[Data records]
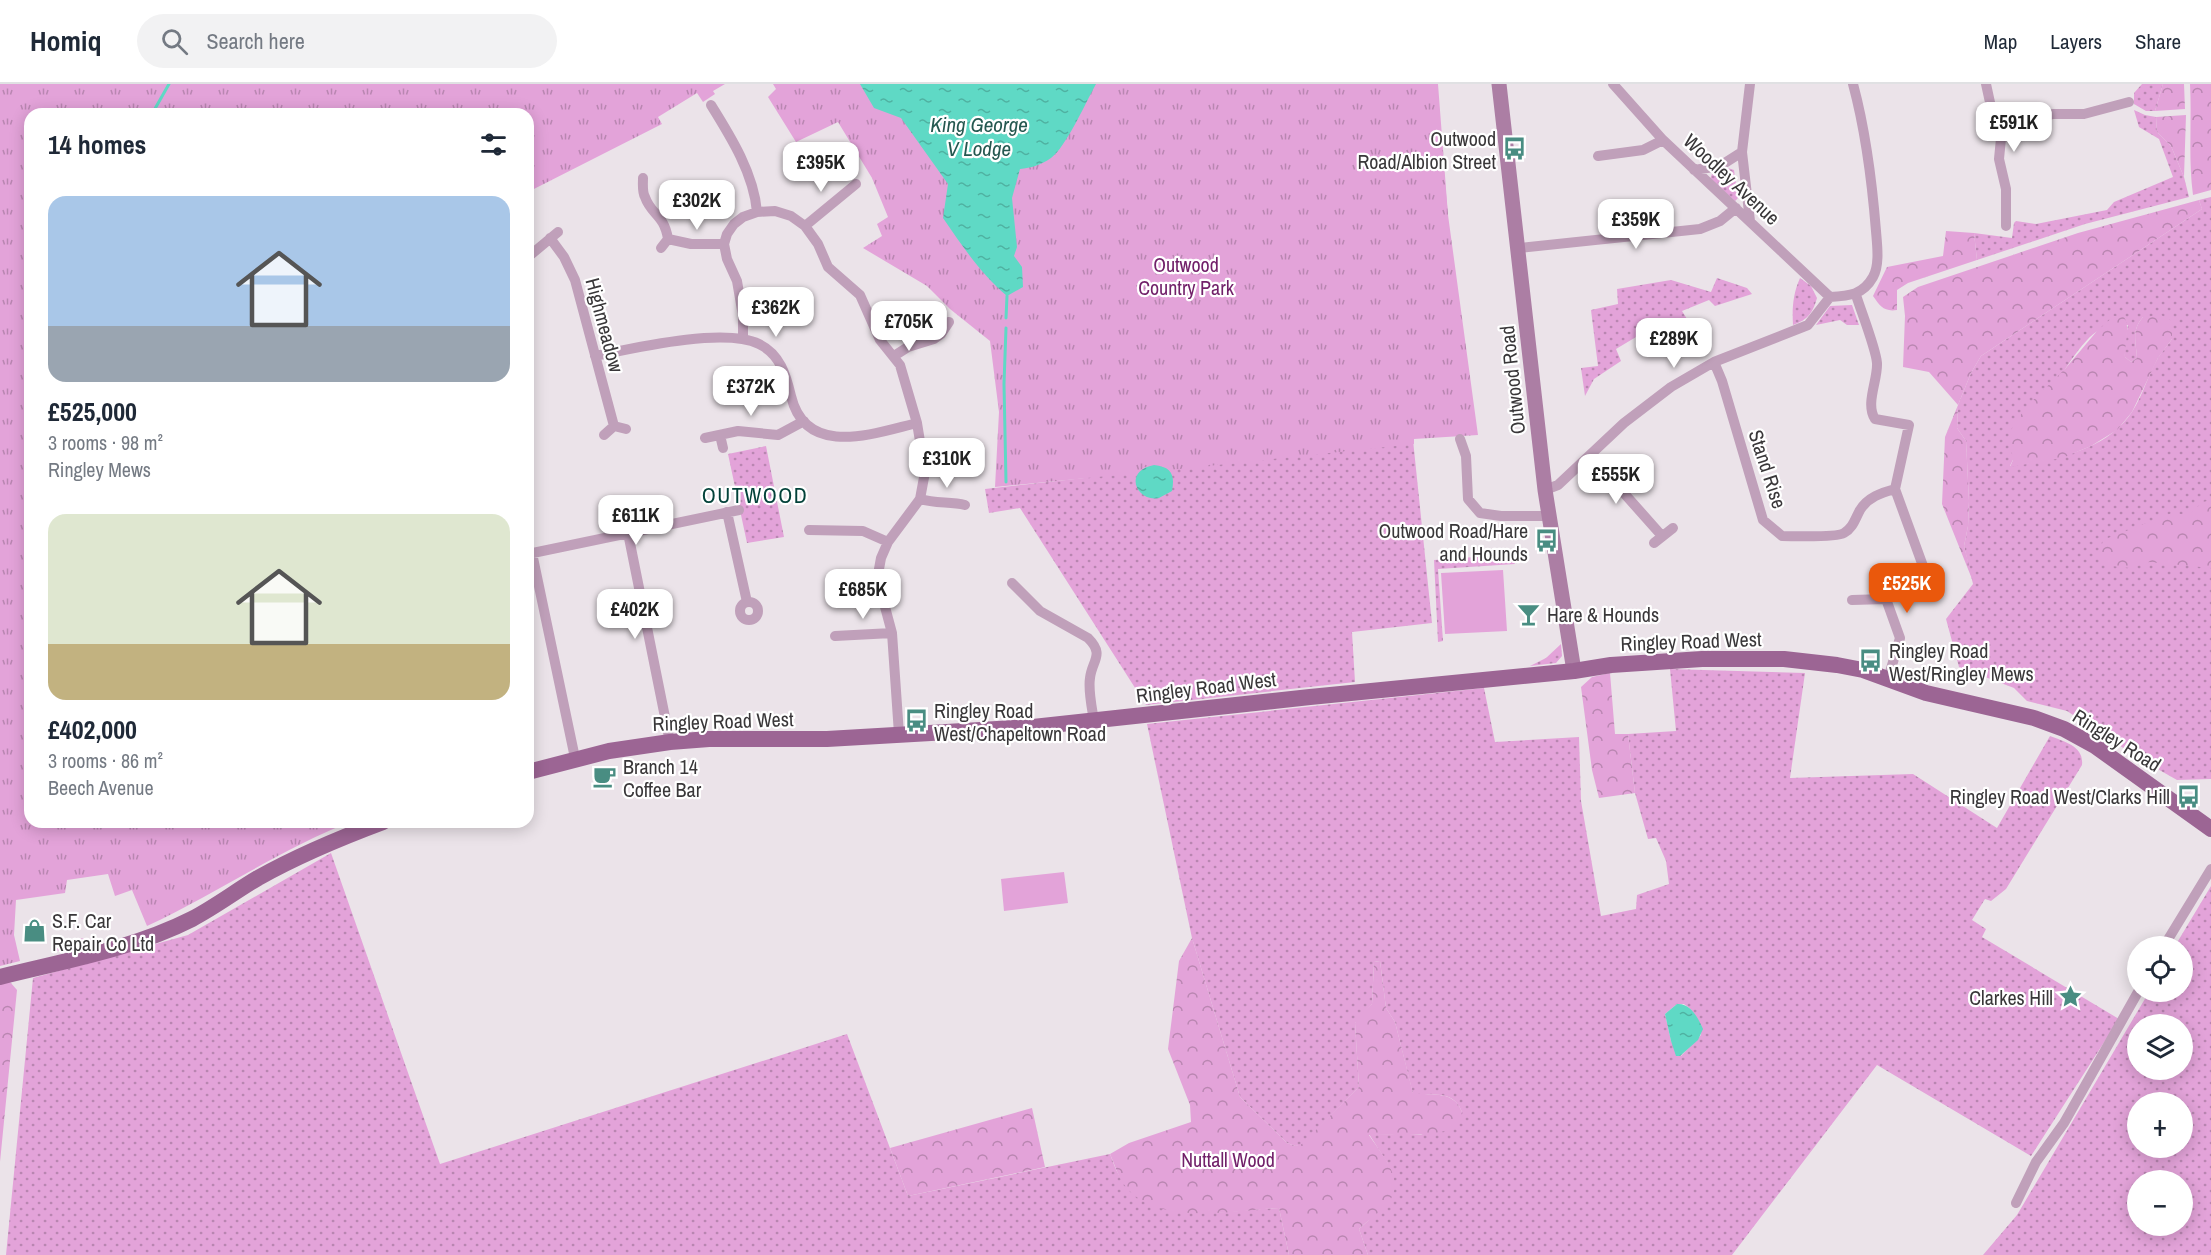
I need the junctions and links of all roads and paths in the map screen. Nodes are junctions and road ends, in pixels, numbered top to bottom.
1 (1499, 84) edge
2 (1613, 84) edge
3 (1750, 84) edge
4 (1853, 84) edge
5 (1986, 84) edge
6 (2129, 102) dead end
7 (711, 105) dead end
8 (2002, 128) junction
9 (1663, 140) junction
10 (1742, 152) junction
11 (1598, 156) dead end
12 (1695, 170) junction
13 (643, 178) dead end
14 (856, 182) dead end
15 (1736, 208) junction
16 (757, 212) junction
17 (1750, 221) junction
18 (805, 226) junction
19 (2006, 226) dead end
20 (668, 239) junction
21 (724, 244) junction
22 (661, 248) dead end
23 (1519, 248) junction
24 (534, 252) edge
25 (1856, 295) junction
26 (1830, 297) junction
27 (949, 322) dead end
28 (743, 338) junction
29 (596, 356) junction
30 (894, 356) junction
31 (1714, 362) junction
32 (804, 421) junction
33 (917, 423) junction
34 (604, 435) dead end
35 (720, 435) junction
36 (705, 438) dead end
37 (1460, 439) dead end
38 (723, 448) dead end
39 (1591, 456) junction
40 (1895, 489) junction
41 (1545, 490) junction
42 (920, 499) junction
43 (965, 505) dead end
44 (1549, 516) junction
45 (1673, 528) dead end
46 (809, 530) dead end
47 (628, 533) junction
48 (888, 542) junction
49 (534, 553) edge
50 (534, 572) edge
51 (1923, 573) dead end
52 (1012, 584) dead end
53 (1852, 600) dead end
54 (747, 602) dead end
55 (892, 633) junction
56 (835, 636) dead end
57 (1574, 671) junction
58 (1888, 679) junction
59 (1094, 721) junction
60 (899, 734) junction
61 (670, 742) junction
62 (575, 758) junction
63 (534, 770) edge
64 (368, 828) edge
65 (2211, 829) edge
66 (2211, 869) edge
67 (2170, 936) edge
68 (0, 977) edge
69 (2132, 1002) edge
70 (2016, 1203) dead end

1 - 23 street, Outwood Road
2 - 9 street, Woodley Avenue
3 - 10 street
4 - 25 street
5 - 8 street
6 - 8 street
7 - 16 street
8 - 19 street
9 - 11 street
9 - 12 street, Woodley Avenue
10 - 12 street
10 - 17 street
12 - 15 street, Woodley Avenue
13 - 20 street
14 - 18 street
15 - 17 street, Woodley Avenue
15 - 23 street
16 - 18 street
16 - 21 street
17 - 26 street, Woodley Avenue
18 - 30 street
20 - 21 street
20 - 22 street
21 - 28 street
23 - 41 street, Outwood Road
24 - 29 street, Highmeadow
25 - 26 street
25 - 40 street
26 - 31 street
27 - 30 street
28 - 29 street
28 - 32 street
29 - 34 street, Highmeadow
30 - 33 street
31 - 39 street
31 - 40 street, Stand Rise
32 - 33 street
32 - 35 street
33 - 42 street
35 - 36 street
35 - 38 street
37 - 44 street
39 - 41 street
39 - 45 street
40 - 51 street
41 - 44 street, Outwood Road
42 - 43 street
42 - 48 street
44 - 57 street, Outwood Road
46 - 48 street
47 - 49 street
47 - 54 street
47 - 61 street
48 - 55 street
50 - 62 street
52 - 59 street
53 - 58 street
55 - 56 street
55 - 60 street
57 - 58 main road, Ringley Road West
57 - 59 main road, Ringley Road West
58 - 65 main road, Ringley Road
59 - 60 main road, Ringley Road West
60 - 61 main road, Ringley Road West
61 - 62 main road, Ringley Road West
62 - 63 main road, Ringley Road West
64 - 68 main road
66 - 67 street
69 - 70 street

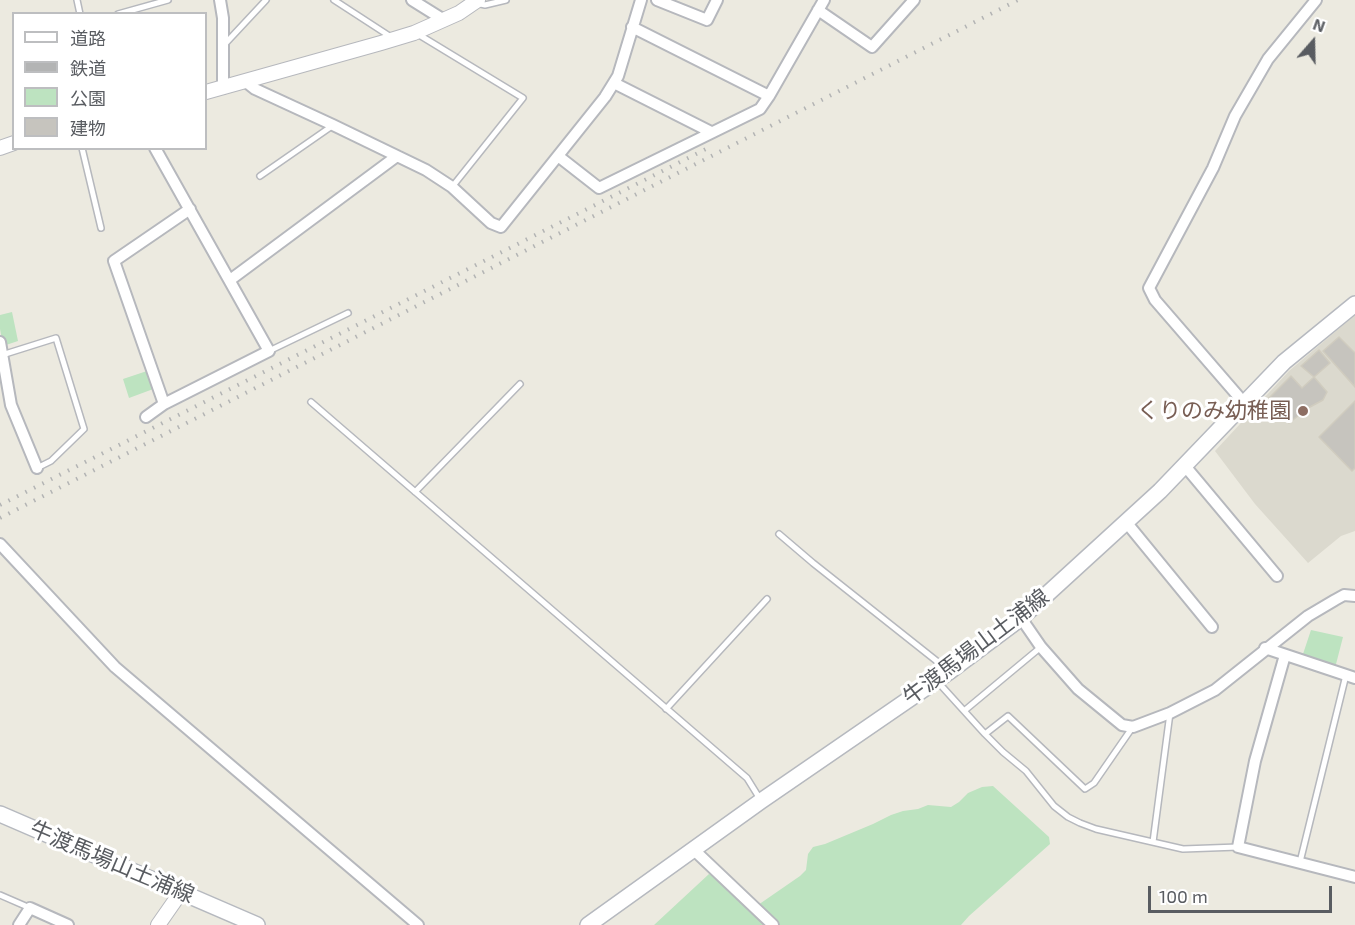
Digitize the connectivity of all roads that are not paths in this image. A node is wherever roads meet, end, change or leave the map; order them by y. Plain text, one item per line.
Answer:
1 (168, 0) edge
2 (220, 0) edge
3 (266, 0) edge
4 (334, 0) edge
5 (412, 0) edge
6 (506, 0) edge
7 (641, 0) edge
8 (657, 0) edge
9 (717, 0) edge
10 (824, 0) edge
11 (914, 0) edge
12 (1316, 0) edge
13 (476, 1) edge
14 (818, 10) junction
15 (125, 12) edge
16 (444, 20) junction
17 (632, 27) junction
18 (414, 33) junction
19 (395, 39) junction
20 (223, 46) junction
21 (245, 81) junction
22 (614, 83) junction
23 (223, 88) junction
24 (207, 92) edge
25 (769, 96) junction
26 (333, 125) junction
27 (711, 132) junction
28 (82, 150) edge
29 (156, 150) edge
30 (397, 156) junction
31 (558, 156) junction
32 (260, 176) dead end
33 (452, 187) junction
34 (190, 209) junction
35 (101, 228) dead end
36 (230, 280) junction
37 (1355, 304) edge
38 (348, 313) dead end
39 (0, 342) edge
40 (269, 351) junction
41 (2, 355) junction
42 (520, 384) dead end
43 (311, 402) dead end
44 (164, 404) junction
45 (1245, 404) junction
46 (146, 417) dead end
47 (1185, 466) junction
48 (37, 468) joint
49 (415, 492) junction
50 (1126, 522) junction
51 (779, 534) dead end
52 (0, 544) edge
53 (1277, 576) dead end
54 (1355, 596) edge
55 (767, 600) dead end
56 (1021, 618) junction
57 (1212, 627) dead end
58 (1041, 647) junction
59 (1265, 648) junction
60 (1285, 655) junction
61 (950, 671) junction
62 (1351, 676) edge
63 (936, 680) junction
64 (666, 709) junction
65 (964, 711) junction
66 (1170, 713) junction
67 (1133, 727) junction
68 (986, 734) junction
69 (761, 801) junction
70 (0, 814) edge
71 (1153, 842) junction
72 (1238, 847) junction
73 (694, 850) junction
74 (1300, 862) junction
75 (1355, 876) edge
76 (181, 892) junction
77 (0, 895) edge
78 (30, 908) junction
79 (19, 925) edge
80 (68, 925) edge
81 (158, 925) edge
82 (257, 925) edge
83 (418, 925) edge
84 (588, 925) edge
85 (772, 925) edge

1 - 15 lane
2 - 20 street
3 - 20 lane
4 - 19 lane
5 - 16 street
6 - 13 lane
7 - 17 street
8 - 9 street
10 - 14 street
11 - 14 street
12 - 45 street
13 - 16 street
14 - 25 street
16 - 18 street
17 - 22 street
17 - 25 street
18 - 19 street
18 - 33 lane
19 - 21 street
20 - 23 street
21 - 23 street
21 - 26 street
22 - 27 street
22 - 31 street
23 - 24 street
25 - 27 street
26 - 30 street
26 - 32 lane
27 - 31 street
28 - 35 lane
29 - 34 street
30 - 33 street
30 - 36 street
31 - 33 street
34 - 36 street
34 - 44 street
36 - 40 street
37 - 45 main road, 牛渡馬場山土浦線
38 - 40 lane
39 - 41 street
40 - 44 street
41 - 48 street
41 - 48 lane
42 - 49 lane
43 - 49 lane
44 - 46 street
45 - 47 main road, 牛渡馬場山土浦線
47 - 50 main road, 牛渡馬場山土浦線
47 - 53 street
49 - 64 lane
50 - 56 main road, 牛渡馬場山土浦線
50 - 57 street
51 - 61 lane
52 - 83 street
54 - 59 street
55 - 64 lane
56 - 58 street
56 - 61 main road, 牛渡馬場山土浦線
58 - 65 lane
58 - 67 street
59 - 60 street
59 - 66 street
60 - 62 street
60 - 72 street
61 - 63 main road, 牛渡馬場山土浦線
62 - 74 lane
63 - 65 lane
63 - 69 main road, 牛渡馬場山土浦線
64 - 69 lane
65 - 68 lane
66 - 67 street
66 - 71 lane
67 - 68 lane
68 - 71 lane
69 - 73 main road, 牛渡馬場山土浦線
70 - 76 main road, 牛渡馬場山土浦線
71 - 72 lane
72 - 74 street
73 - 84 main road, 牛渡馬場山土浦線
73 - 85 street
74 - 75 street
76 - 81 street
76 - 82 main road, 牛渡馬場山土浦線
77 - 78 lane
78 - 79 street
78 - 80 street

[WHAT YOU WILL DO]
Across the entries above, how many lines carry the word "Outwood"? Write only the number.

[PROBLEM SOLUTION]
4